Axel Braun ha scritto:PADRI NOSTRI

La domenica, da ragazzino, andavo spesso al parco Forlanini con mia madre e il cane.
Non un cane qualsiasi, intendiamoci. Era costui un orrendo bastardino orecchiuto, probabile frutto di un frettoloso amplesso tra un pipistrello ed un coniglio, del quale (peraltro non senza ragione) mi vergognavo immensamente. Evidente quindi lo sforzo (corredato da minacce e repressioni d’ogni tipo) della Rosalba per costringermi ad apparire in pubblico con quello sgorbio. L’appuntamento settimanale prese una piega ben diversa quando mia madre comprò un motorino.

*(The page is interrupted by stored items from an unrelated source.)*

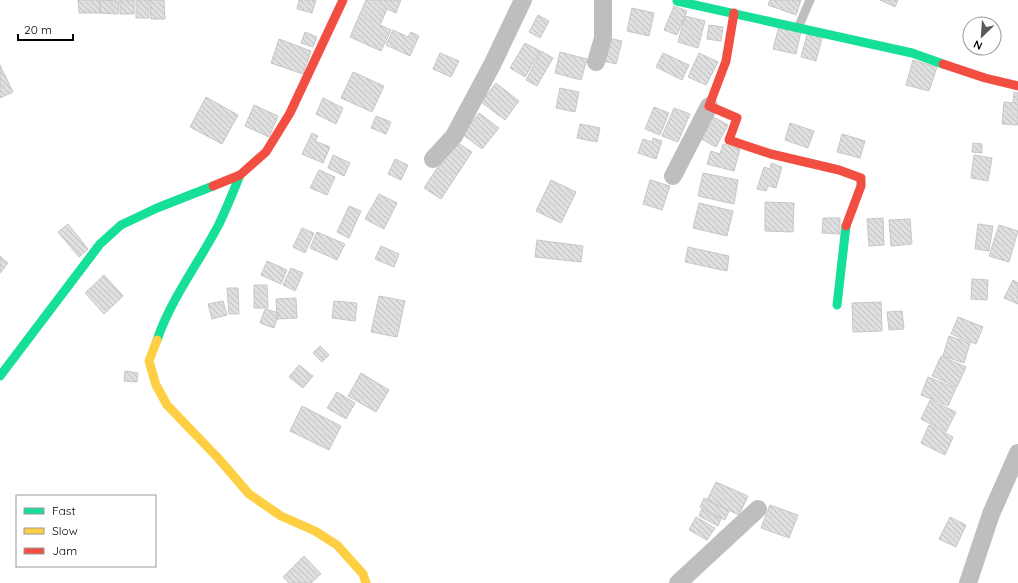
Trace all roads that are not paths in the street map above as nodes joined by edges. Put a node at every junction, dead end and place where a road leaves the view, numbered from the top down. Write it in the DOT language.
graph roads {
  1 [pos="343,0"];
  2 [pos="523,0"];
  3 [pos="603,0"];
  4 [pos="810,0"];
  5 [pos="677,1"];
  6 [pos="734,13"];
  7 [pos="798,28"];
  8 [pos="596,62"];
  9 [pos="1018,86"];
  10 [pos="709,106"];
  11 [pos="433,159"];
  12 [pos="240,175"];
  13 [pos="673,176"];
  14 [pos="837,305"];
  15 [pos="0,376"];
  16 [pos="1018,452"];
  17 [pos="758,508"];
  18 [pos="366,583"];
  19 [pos="678,583"];
  20 [pos="968,583"];
  1 -- 12 [label="street"];
  2 -- 11 [label="street"];
  3 -- 8 [label="street"];
  4 -- 7 [label="lane"];
  5 -- 6 [label="street"];
  6 -- 7 [label="street"];
  6 -- 10 [label="street"];
  7 -- 9 [label="street"];
  10 -- 13 [label="street"];
  10 -- 14 [label="street"];
  12 -- 15 [label="street"];
  12 -- 18 [label="street"];
  16 -- 20 [label="street"];
  17 -- 19 [label="street"];
}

Non un motorino qualsiasi, intendiamoci. Trattavasi di un patetico Velo-Solex, un obbrobrio che lanciato al massimo della sua velocità riusciva a toccare punte di 25 Km/h. Ma non importava. Non avevo ancora dodici anni, e poter guidare un mezzo motorizzato era un’ebbrezza indescrivibile. Sì, perché ero riuscito a convincere la mamma del fatto che se non mi avesse insegnato lei a guidare un motorino avrei inevitabilmente provato quelli dei miei amici più grandi, mettendomi in grave pericolo di vita. Così non solo ogni domenica scorrazzavo beatamente per il parco sul Solex, ma soprattutto mi allontanavo dal cane. Purtroppo in capo a un anno già ciulavo la macchina a mio padre, quindi trascinarmi al parco di domenica mattina divenne sempre più difficile.

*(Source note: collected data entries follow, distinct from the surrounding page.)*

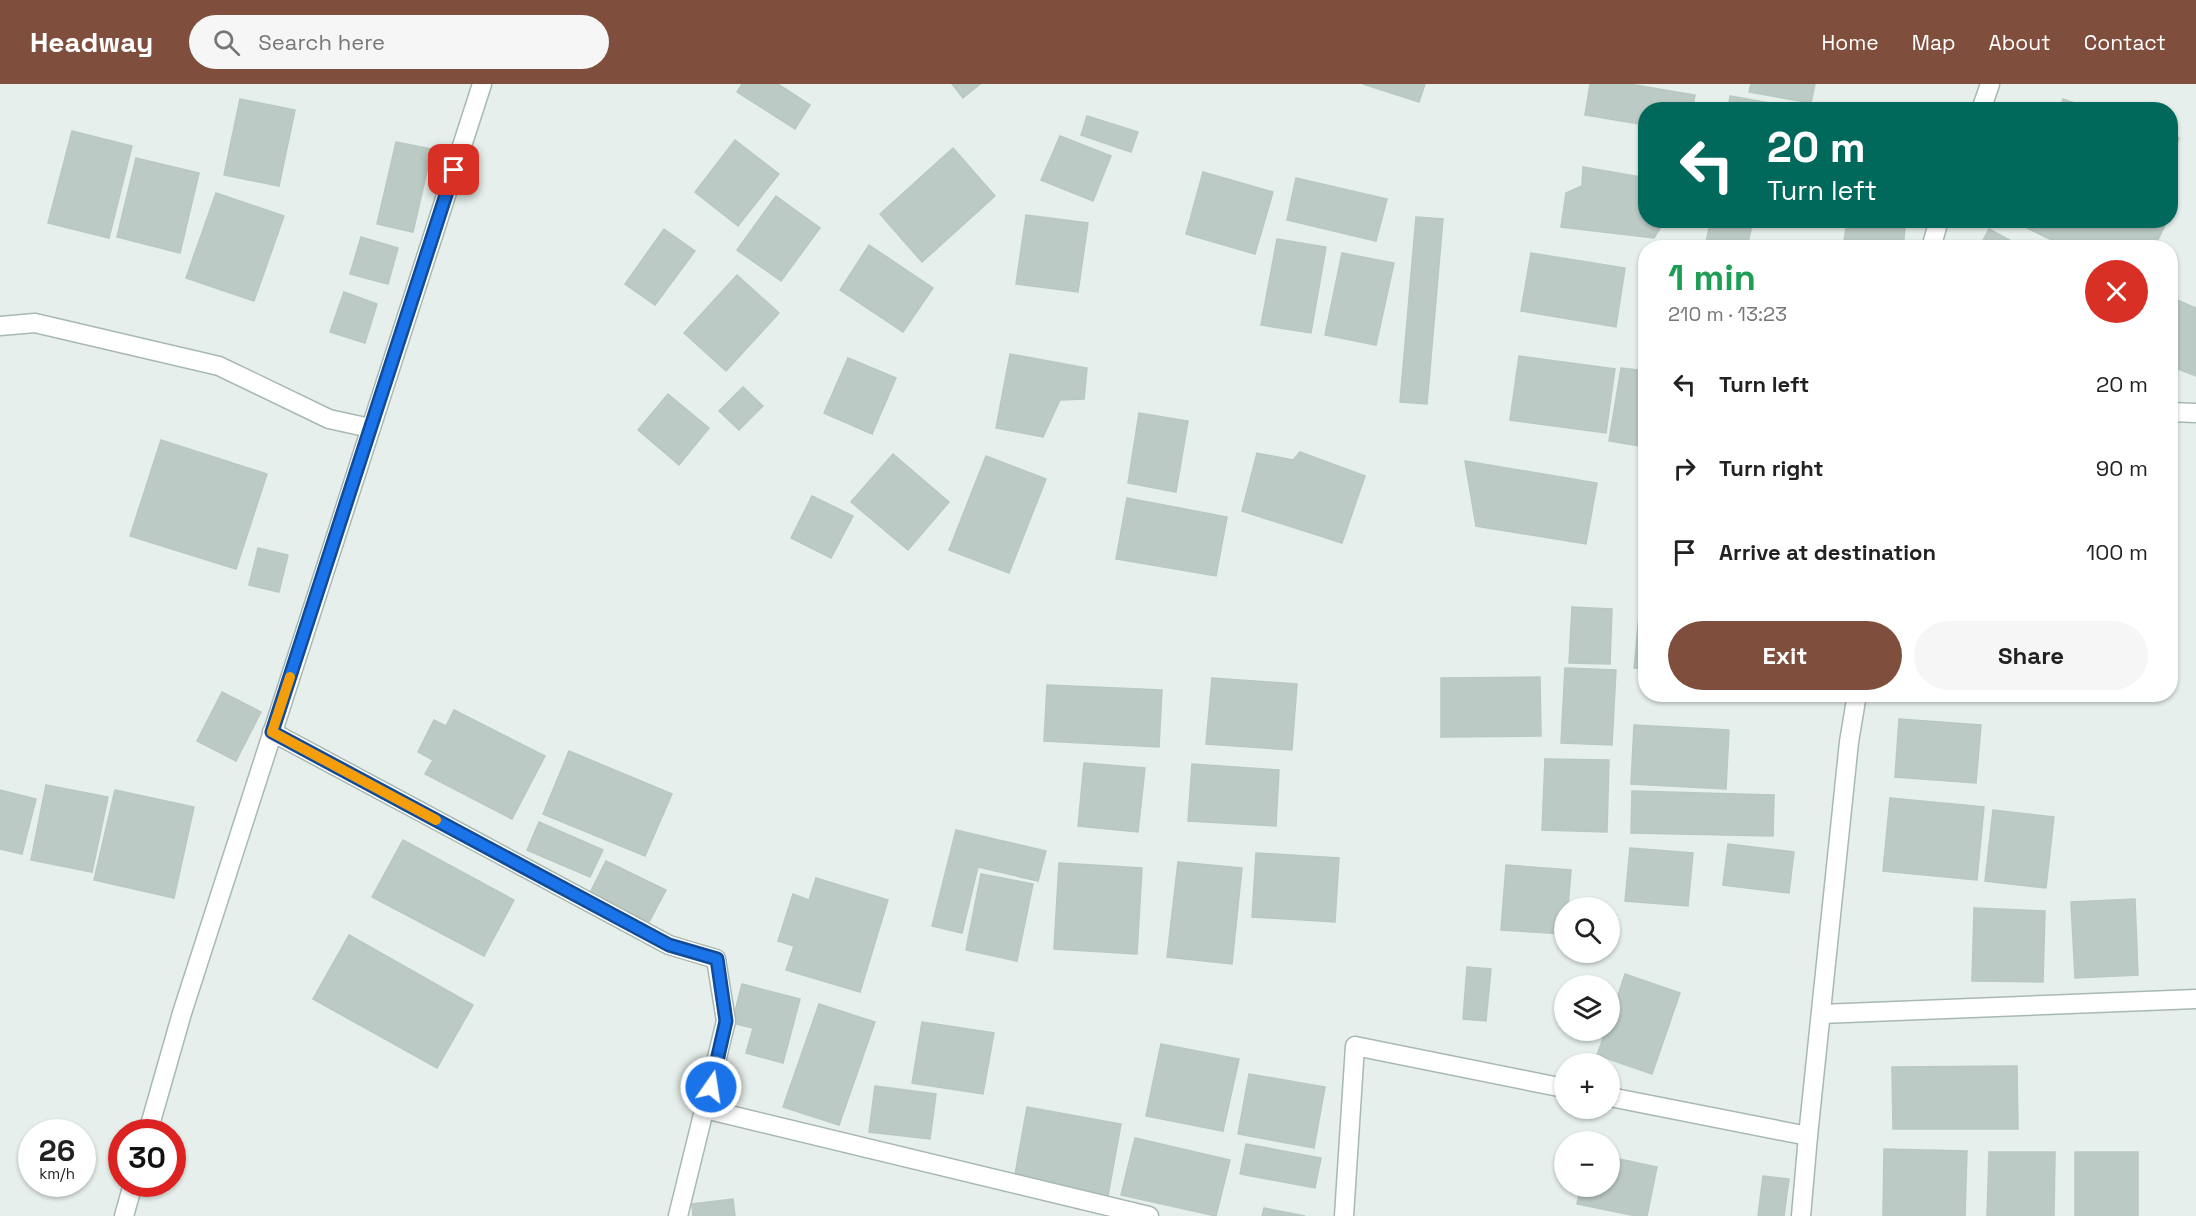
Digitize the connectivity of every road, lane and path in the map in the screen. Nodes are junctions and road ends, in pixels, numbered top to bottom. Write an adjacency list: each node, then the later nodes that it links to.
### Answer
1 (482, 84): 7 (street)
2 (1990, 84): 3 (street)
3 (1984, 102)
4 (0, 326): 7 (street)
5 (2178, 412): 6 (street)
6 (2196, 413)
7 (370, 428): 9 (street)
8 (1856, 702): 11 (street)
9 (272, 732): 14 (street); 15 (street)
10 (2196, 999): 11 (street)
11 (1821, 1014): 16 (street)
12 (1554, 1086): 21 (street)
13 (1620, 1099): 16 (street)
14 (705, 1109): 19 (street); 20 (street)
15 (152, 1119)
16 (1808, 1136): 22 (street)
17 (129, 1197): 18 (street)
18 (124, 1216)
19 (678, 1216)
20 (1149, 1216)
21 (1344, 1216)
22 (1802, 1216)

Già, mio padre. Lasse Braun? No, Dino.

Dino era un dirigente d’azienda alto un metro e novanta, una roccia con un cuore immenso ed un carattere meraviglioso. Credo di averlo visto alterato solo un paio di volte in tutta la vita (se conosceste mia madre capireste quanto difficile sia non farsi alterare…), e per merito suo sono stato in grado di avere un’infanzia splendida circondato dall’affetto di una famiglia pseudo-regolare. Pseudo. I litigi furibondi con mia madre, infatti, erano all’ordine del giorno, così come i casini (da me combinati) che facevano nascere i suddetti litigi. Con Dino, invece, andavo d’amore e d’accordo.
Ma torniamo al parco Forlanini.
Un bel giorno di primavera, mentre mia madre cerca di coinvolgermi nel lanciare al cane un frisbee grande il doppio di lui (ed io cerco di appartarmi a rollare una canna dietro un albero), si materializza al fianco della Rosalba una bizzarra figura maschile. Il tizio, sulla quarantina, ha i capelli lunghi fino a mezza schiena, un Rolexone d’oro massiccio al polso e veste un cappotto di pelle nera con dei pantaloni a zampa d’elefante su una stivalata di pitone dal tacco modello Prince dei tempi d’oro.
Mi avvicino.
-Guarda, che sorpresa...ti presento un vecchio amico che non vedo da anni...Alberto!”
Io e il tizio ci guardiamo negli occhi. Qualche attimo.
Lui innesta quello che in futuro imparerò a conoscere bene come il suo caratteristico charme, ovvero la capacità di intortare chiunque. E mi intorta. In senso positivo, intendiamoci. L’uomo è un pozzo di scienza, ed ha conoscenze incredibilmente approfondite su una quantità impressionante di soggetti. In più, cosa non comune per gli adulti, sembra molto interessato a quello che io penso e non ha il convenzionale approccio della serie “questo non si fa”, anzi...
Sembra di parlare con un pischello casinaro della mia età che però ha la cultura di un plurilaureato. Una figata.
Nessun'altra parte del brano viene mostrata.